The vastness of Eurasia is becoming bracketed by belligerence. On the western front, Russia has deployed a growing number of military units to the regions near its border with Ukraine, inviting a flurry of speculation about its motives. And in the east, China’s behaviour vis-à-vis Taiwan has grown increasingly worrisome. A widely reported war-game study by a US think tank concludes that the United States would have ‘few credible options’ were China to launch a sustained attack against the island.
In both cases, the aggressor’s strategic intent is clear. Chinese President Xi Jinping’s government has made a point of calling for Chinese ‘reunification’, regarding that as a fitting conclusion to the Chinese civil war. After World War II, the Chinese Communist Party took over the Chinese mainland but failed to eliminate Chiang Kai-shek’s Nationalists. They retreated to Taiwan (and some smaller islands), which has remained outside CCP rule ever since.
Sometimes, China’s official declarations about ‘reunification’ have stipulated that it should be achieved peacefully; but on other occasions, China’s leaders have dropped the adverb. And in expanding and equipping its military, China has focused specifically on building its capacity to subdue Taiwan if it ever tries to declare independence.
Most countries, including the US, have long maintained a ‘one China’ policy, withholding formal recognition of Taiwan as an independent state. But in the absence of formal diplomatic ties with the island, many countries have developed relations through other channels such as trade and technology. Taiwan is a world leader in cutting-edge microchip production. It is also a shining democratic success story. If the Chinese society found in Taiwan can be democratic, perhaps the same political vision might someday be extended to the mainland.
At the other end of Eurasia, Ukraine’s situation is radically different from that of Taiwan, not least because Russia has formally recognised its independence. Russian President Vladimir Putin’s occupation and annexation of Crimea in 2014 was declared illegal and condemned by an overwhelming majority in the United Nations General Assembly (where a mere 11 countries voted against the resolution).
Nonetheless, Putin recently published a lengthy and remarkable essay arguing that Russia, Ukraine and Belarus belong together as a matter of history. Ukrainian or Belarusian sovereignty, he now claims, can be achieved only together with Russia, under the ultimate authority of the Kremlin. So far-reaching is Putin’s revisionism that he even criticised Ukraine’s formally independent status under the Soviet constitution (not that this ever meant anything at the time).
Putin’s strategic intent is clear: he regards Ukraine’s independence as increasingly intolerable. Like China with its designs on Taiwan, Russia has been preparing and equipping its military for the specific purpose of invading and conquering Ukraine before any outside force can disrupt the occupation. In addition to seizing Crimea, the Kremlin has already sent regular military forces into Ukraine, as it did in August 2014 and again in February 2015 in the eastern Donbas region. Putin seems both ready and willing to launch another similar incursion, if not a much larger-scale operation.

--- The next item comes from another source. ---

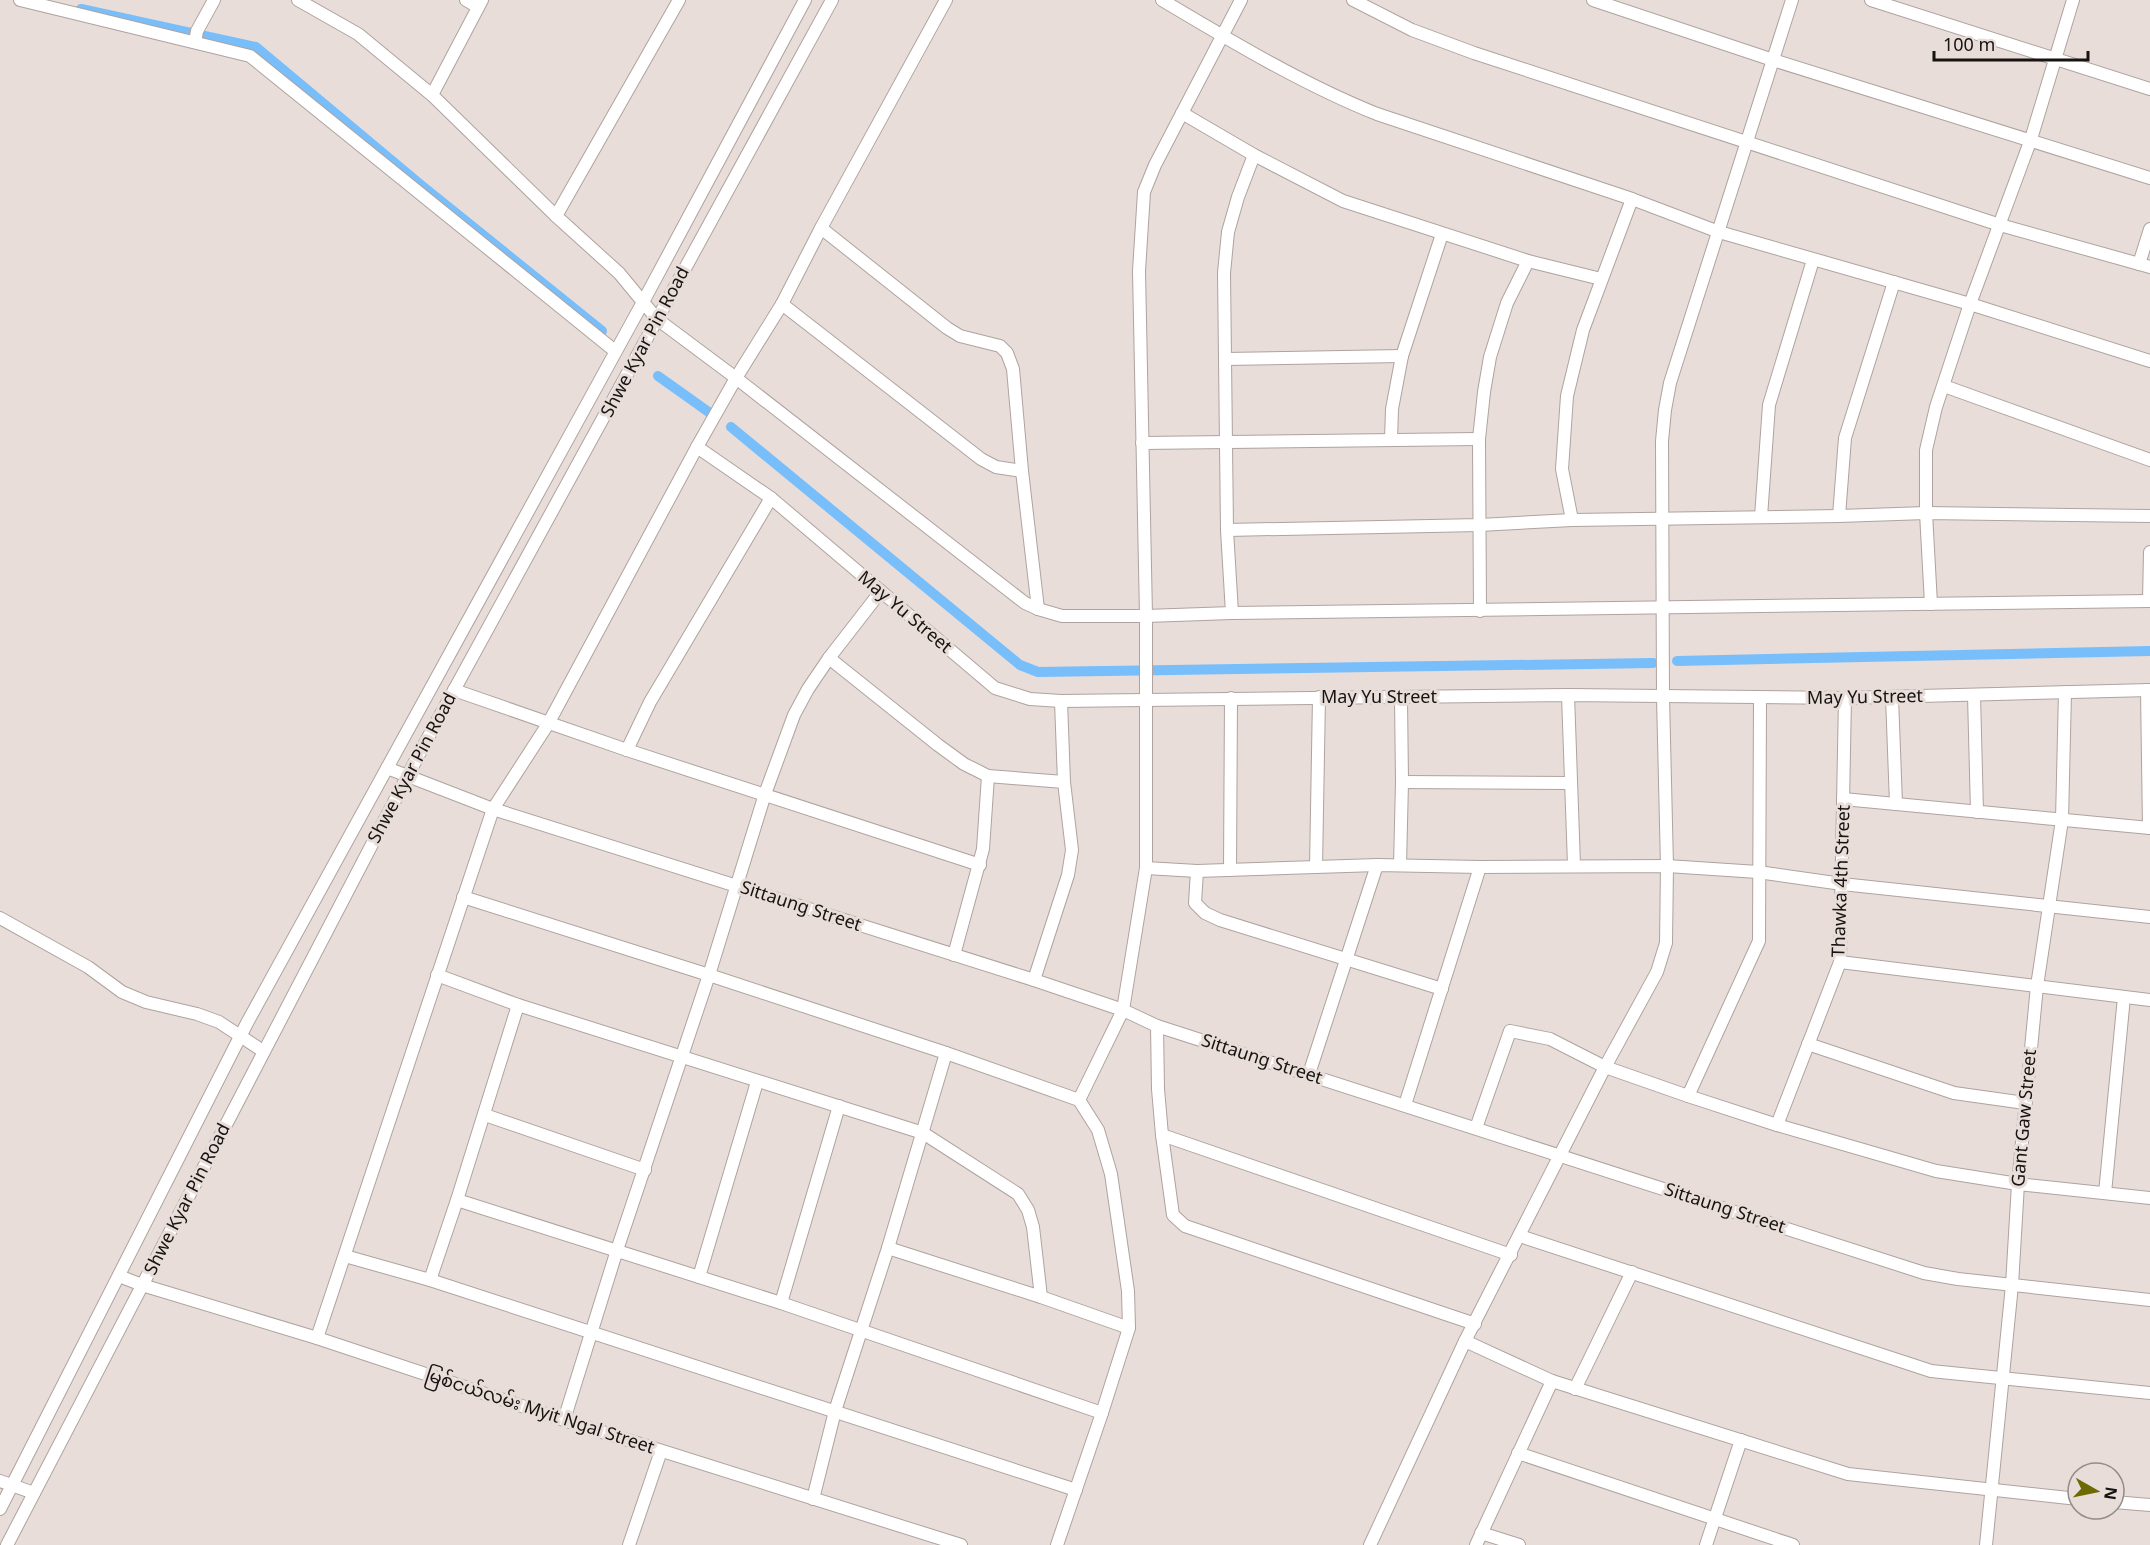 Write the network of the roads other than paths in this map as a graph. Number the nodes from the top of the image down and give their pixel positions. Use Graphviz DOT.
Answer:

No one doubts that a Chinese military takeover of Taiwan would radically change East Asia’s security order, just as a Russian military takeover of Ukraine would upend the security order of Europe. But what has not yet been fully appreciated is the possibility of both happening simultaneously in a more or less coordinated fashion. Taken together, these two acts of conquest would fundamentally shift the global balance of power, sounding the death knell for diplomatic and security arrangements that have underpinned global peace for decades.
Such a scenario is not as far-fetched as it sounds. Although China claims to stand for non-interference in other countries’ internal affairs, it is scrupulously silent on the issue of Ukrainian sovereignty. There is no reason to think it wouldn’t back a renewed Russian assault on that country if doing so served its own purposes.
To be sure, it would be a massive mistake for China to invade Taiwan, and for Russia to invade Ukraine. Both countries’ economic development would be set back decisively by the large-scale sanctions that would inevitably follow. The risk of a wider military conflict would be high, and countries like Japan and India would almost certainly embark on a vast military build-up of their own to counter China. Europeans already are moving more decisively toward a policy of strengthening their defence.
As prudent as these developments may be, they offer cold comfort. The drums of war can be heard quite clearly. The task for diplomacy is to ensure that they do not become more than background noise.